# EXERCISE BRIEF:
Say how many lines in the data hold "edges". Nothing else belongs in the answer.

EXCERPTED RECORDS START

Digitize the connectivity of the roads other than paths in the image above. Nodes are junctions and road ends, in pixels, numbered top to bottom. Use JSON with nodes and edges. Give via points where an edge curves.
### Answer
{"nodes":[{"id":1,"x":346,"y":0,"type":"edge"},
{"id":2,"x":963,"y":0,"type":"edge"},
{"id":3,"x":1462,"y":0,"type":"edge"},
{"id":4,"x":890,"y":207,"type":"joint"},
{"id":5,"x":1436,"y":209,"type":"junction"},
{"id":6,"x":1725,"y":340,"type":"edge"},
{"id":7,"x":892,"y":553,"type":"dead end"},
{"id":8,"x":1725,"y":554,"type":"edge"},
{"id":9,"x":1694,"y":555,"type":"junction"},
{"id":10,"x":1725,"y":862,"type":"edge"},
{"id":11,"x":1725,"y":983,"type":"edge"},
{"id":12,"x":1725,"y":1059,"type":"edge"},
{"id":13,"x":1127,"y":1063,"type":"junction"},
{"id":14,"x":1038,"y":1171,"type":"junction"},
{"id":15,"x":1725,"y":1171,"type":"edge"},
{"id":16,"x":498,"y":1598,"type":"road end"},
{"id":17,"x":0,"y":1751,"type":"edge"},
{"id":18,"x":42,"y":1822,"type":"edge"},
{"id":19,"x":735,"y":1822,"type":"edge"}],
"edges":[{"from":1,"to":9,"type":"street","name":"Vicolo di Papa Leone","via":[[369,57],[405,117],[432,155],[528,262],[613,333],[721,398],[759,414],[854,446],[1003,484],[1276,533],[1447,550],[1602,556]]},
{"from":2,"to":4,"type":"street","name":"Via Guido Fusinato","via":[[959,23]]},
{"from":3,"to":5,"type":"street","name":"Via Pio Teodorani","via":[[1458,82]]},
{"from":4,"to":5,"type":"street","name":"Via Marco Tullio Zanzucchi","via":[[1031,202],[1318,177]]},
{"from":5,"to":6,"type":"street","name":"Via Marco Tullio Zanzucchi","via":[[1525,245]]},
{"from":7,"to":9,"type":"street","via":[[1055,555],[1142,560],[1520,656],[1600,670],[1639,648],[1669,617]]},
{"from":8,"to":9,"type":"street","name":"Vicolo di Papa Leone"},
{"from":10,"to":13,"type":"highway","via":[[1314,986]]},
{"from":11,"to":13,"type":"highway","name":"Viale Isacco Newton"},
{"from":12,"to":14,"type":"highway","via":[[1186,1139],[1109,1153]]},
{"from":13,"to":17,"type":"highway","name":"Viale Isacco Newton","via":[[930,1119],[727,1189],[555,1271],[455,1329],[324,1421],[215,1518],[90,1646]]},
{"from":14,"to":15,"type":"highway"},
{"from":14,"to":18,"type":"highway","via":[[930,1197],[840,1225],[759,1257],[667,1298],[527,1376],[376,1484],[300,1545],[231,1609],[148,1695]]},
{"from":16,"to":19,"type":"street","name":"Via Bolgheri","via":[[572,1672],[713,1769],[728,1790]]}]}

EXCERPTED RECORDS END

# ANSWER:
2